Jacqueline Wachall zeigt uns eine Malerei, die die Fotografie benutzt, um sie in eine andere Zeitlichkeit
und Realität zu überführen. Der Schauplatz für diese Transformation ist hier vor allem die Haut, als
diejenige dünne Schicht, die wir gewohnt sind als die Grenze zwischen Selbst und Welt anzusehen
und zugleich als "Spiegel der Seele".
Ähnlich der vielschichtigen Epidermis sind die Gemälde von Jacqueline Wachall aus übereinander
gelegten Farbschichten und Lasuren aufgebaut. Die in der Transparenz der Schichten erkennbare Textur
der tieferliegenden Schichten, verweisen auf die Pigmentierungsmuster der Haut.

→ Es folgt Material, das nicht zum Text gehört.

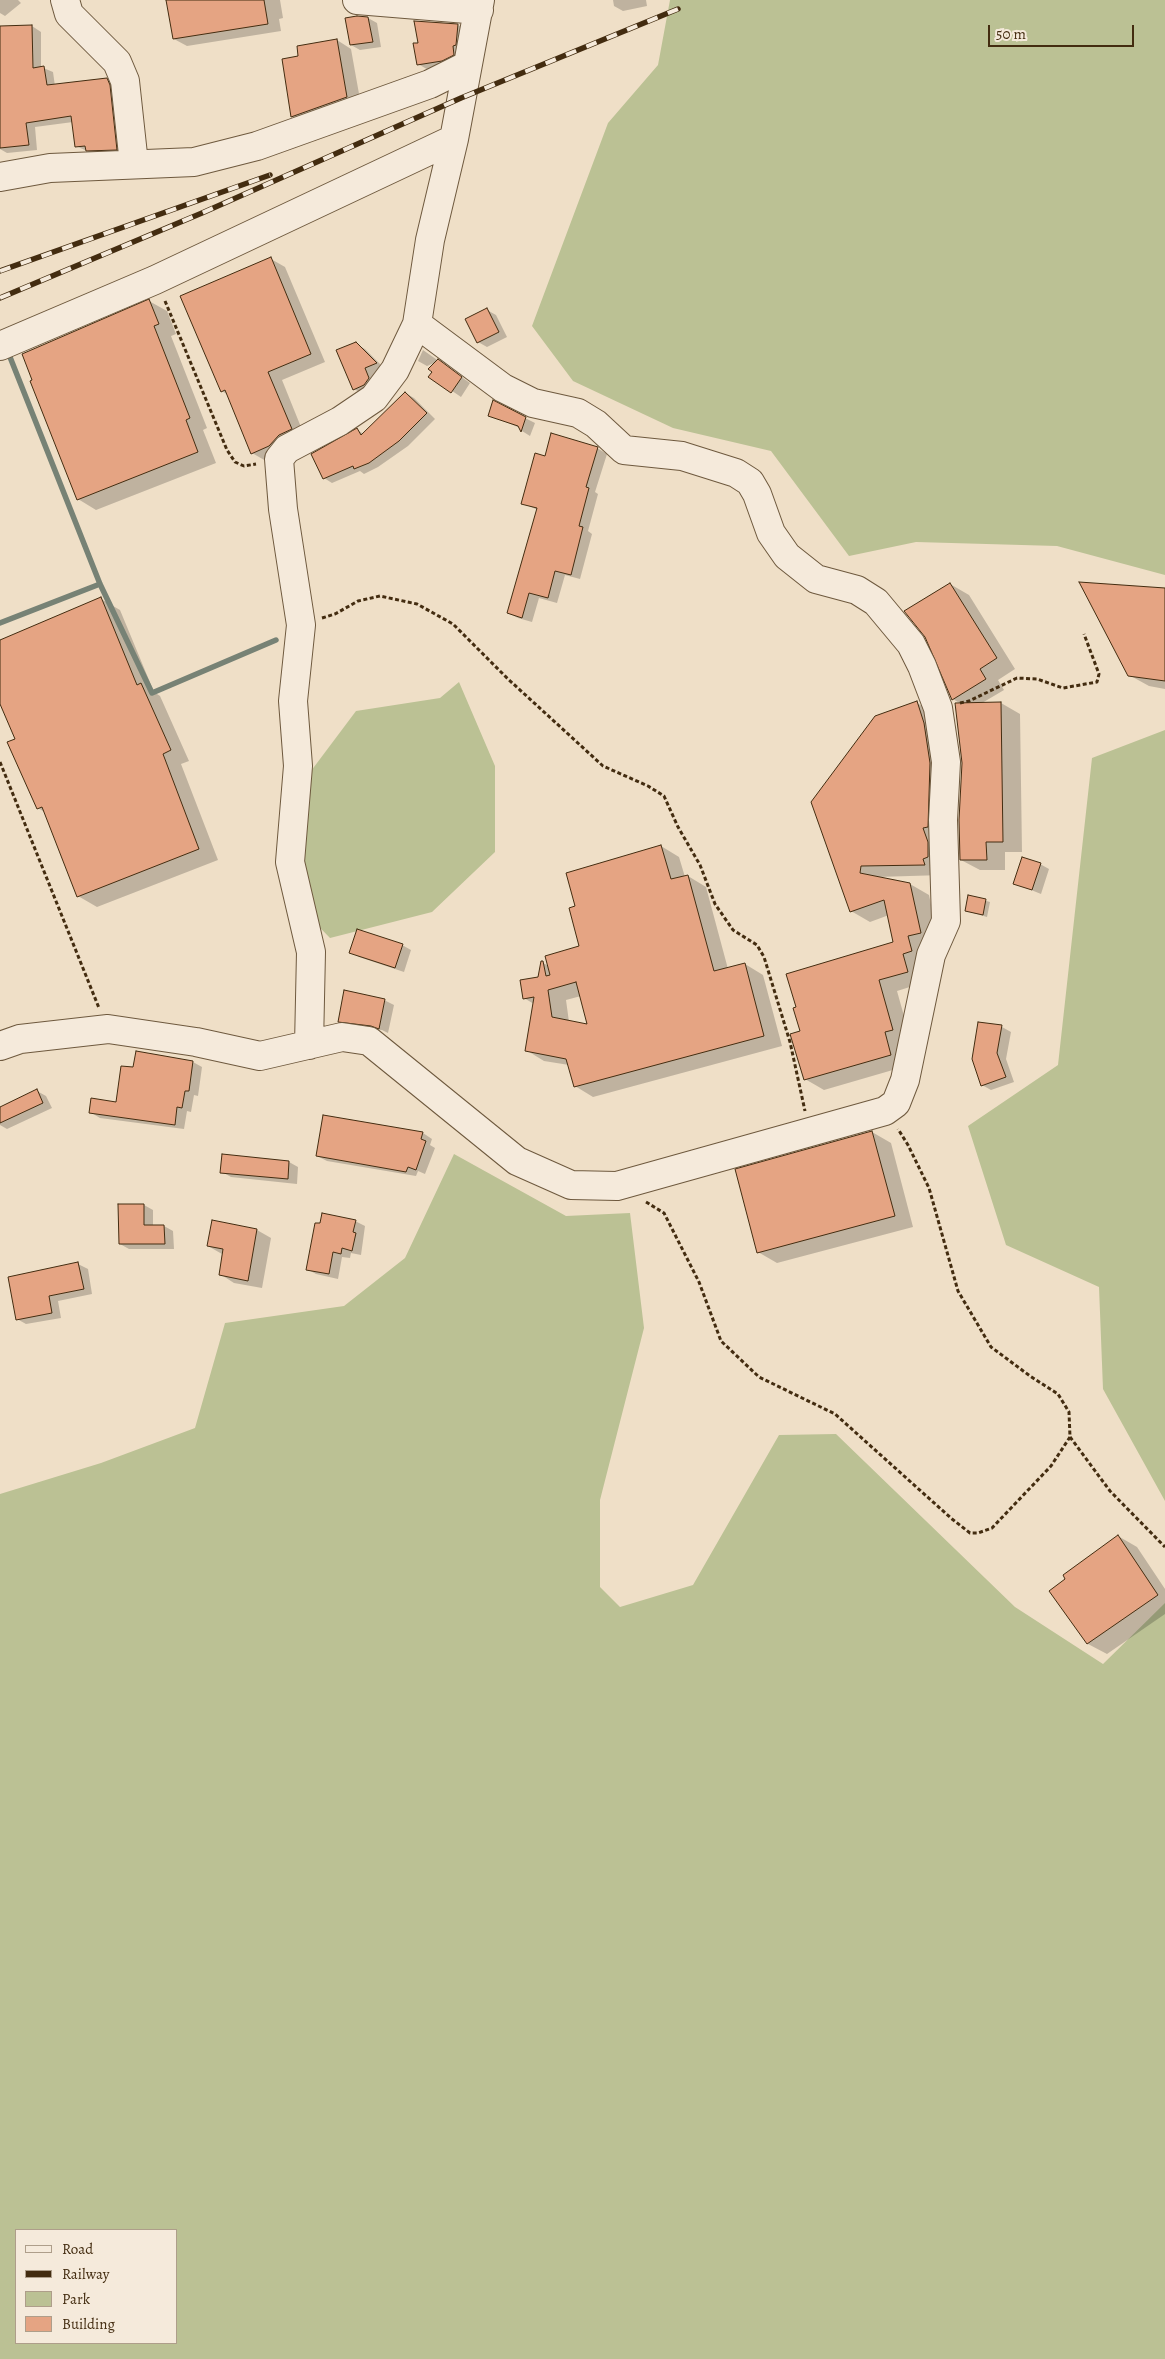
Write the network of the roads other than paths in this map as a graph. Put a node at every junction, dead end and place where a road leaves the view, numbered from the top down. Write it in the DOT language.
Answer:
graph roads {
  1 [pos="65,0"];
  2 [pos="357,0"];
  3 [pos="479,5"];
  4 [pos="466,66"];
  5 [pos="454,139"];
  6 [pos="134,164"];
  7 [pos="0,177"];
  8 [pos="417,324"];
  9 [pos="0,346"];
  10 [pos="309,1045"];
  11 [pos="0,1046"];
  1 -- 6 [label="street"];
  2 -- 3 [label="street"];
  3 -- 4 [label="street"];
  4 -- 5 [label="street"];
  4 -- 6 [label="street"];
  5 -- 8 [label="street"];
  5 -- 9 [label="street"];
  6 -- 7 [label="street"];
  8 -- 10 [label="street"];
  8 -- 10 [label="street"];
  10 -- 11 [label="street"];
}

Allein zwei Töne bilden die Pole des Farbspektrums, und ein deutliches Helldunkel modelliert die Körper
und lässt diese wie Skulpturen erscheinen. Farbreduktion und Modellierung führen zu einer
Entindividualisierung der Personen, es entsteht eine Ambivalenz von Anonymität und Intimität.
Konsequent erforscht die Künstlerin das Feld zwischen Nähe und Ferne, Dunkelheit und Licht.
Obwohl Wachall mit dem visuellen Vokabular der Intimität spielt und die Nacktheit ihrer Figuren
offensiv erkundet, erschließt sich dem Betrachter ihre Welt nie ganz. Dort, wo die Figuren den Betrachter
in eine Position an jener spannungsvollen Grenze zwischen Nähe und Voyeurismus zwingen, halten sie
ihn auch seltsam fern. Die Bilder entfalten dabei ihre eigene Dynamik und fordern uns auf, die sich so
auftuenden Leerstellen selbst zu füllen.